Why do bell curves appear everywhere?
Solution 1:
Why do most probability graphs show a bell curve?
As you suspect, there is a natural tendency for distributions to be bell-shaped.
There are some distributions that are not bell-shaped at all. For example, the outcome of a roll of one fair die is a discrete uniform distribution:
By IkamusumeFan - Own work
This drawing was created with LibreOffice Draw, CC BY-SA 3.0, Link
The roll of one die is a pretty simple process. What about the sum of two dice? The Wizard of Odds illustrates:
Starting to look a little like a bell, right? What about the totals of three, or four dice? Wolfram MathWorld provides a nice illustration:
You can see where this is headed. Nature is full of complex processes. How tall are you? Well, it depends on genetics, nutrition, exercise, injuries, bone loss, and so many more things. The central limit theorem shows (see symplectomorphic's comment below) that when adding the sum of a large number of things together, the resulting distribution is not just any bell-looking curve, but specifically the normal distribution. Or for things with multiplicative combination, the log-normal distribution.

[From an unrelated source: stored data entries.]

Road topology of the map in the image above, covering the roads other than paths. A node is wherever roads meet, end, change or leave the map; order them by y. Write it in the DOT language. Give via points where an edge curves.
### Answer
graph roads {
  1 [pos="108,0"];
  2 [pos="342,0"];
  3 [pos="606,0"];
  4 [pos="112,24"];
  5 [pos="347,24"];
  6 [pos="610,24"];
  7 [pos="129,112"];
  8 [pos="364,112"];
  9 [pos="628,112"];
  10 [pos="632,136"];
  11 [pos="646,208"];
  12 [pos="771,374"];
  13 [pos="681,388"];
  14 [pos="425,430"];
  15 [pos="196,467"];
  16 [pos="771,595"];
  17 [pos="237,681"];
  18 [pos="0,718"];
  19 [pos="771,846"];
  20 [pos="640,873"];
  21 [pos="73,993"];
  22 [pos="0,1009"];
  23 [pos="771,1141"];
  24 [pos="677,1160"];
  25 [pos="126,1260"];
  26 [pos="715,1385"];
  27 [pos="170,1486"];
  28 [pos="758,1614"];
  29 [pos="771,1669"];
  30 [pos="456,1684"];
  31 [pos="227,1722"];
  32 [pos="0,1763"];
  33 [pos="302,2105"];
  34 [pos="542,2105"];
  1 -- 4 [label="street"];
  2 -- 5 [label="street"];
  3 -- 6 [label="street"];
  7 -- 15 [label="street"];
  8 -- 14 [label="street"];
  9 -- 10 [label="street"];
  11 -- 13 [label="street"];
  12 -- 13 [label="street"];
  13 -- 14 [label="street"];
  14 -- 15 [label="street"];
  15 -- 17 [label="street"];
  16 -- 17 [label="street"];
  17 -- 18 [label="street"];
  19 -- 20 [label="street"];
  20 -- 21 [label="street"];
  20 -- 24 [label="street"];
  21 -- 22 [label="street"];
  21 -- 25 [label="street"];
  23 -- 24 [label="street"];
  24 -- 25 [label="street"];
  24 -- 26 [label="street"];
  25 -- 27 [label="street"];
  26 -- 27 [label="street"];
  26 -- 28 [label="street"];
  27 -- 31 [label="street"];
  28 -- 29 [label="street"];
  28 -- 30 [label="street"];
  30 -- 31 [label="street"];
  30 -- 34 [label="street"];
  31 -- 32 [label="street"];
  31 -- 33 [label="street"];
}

Why does this happen? mathreadler's answer hints it has to do with convolving distributions. The probability density function of a single die is a rectangular function (technically discrete, but let's pretend it's continuous). The sum of two rolls together is then the convolution of two rectangular functions.
By Convolution_of_box_signal_with_itself.gif: Brian Amberg
derivative work: Tinos (talk) - Convolution_of_box_signal_with_itself.gif, CC BY-SA 3.0, Link
Notice how the result (the black triangle) looks like the case of two dice above. If then convolve this triangle with another rectangle, you get three dice. The more times you do this, the closer the result gets to a normal distribution.
The probability density function of the normal distribution is a Gaussian function, which have some elegant properties:
- A Gaussian convolved with a Gaussian is another Gaussian.
- The product of two Gaussians is a Gaussian.
- The Fourier transform of a Gaussian is a Gaussian.
From this you might intuitively see as things converge towards normal distributions, they "want" to stay as normal distributions since their "Gaussianess" is preserved under many operations.
Of course not everything is so simple as a single die roll, nor as complex as the determination of the height of a human. So there are a large number of distributions that look like a bell, but on careful examination aren't the normal distribution. Some of them exist in nature, and some find application as mathematical tools for some purpose. Looking through Wikipedia's list of probability distributions you can see bell-like shapes are quite common, even if they aren't exactly the normal distribution.
But if you combine these two things:
- The central limit theorem means the normal distribution is common, and
- many distributions look like bells but aren't the normal distribution,
you might conclude most probability graphs show a bell curve.
Solution 2:
The convolution of two functions is at least as nice as the nicest of the two (often even nicer), and the sum of two independent distributions has a density which is the convolution of their density functions. So as they convolve more and more when we add them up they become nicer and the gaussian function is the nicest in the world!